Exercise prompt: Only lines containing the string "bridge" belong in the answer; copy all of them from the entries.

(Material for this exercise begins)

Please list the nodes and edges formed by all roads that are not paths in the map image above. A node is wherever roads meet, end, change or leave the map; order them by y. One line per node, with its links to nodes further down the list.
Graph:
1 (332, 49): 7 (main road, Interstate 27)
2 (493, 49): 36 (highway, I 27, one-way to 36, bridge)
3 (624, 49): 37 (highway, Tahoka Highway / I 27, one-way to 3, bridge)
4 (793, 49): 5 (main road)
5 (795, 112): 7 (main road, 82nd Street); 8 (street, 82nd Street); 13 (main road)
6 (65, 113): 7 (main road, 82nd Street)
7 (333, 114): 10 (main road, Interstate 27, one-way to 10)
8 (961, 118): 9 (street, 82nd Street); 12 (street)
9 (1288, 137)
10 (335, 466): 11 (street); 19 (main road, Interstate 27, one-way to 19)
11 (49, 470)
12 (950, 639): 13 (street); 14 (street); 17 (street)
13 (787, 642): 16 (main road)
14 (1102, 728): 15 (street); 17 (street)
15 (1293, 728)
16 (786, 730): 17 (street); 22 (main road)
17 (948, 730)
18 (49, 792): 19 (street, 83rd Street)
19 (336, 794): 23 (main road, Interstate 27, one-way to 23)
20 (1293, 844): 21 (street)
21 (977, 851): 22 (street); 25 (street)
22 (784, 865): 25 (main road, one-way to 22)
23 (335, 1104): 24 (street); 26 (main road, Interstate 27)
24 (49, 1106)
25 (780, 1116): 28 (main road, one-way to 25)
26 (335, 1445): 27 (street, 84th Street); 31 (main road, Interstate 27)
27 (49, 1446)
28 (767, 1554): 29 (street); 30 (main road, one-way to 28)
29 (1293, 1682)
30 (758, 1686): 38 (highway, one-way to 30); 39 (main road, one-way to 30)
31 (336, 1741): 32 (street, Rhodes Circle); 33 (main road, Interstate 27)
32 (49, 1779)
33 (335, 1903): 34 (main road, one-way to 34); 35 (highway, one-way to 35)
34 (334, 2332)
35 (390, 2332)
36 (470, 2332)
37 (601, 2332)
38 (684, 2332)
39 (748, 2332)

(Material for this exercise ends)

Solution to this exercise:
2 (493, 49): 36 (highway, I 27, one-way to 36, bridge)
3 (624, 49): 37 (highway, Tahoka Highway / I 27, one-way to 3, bridge)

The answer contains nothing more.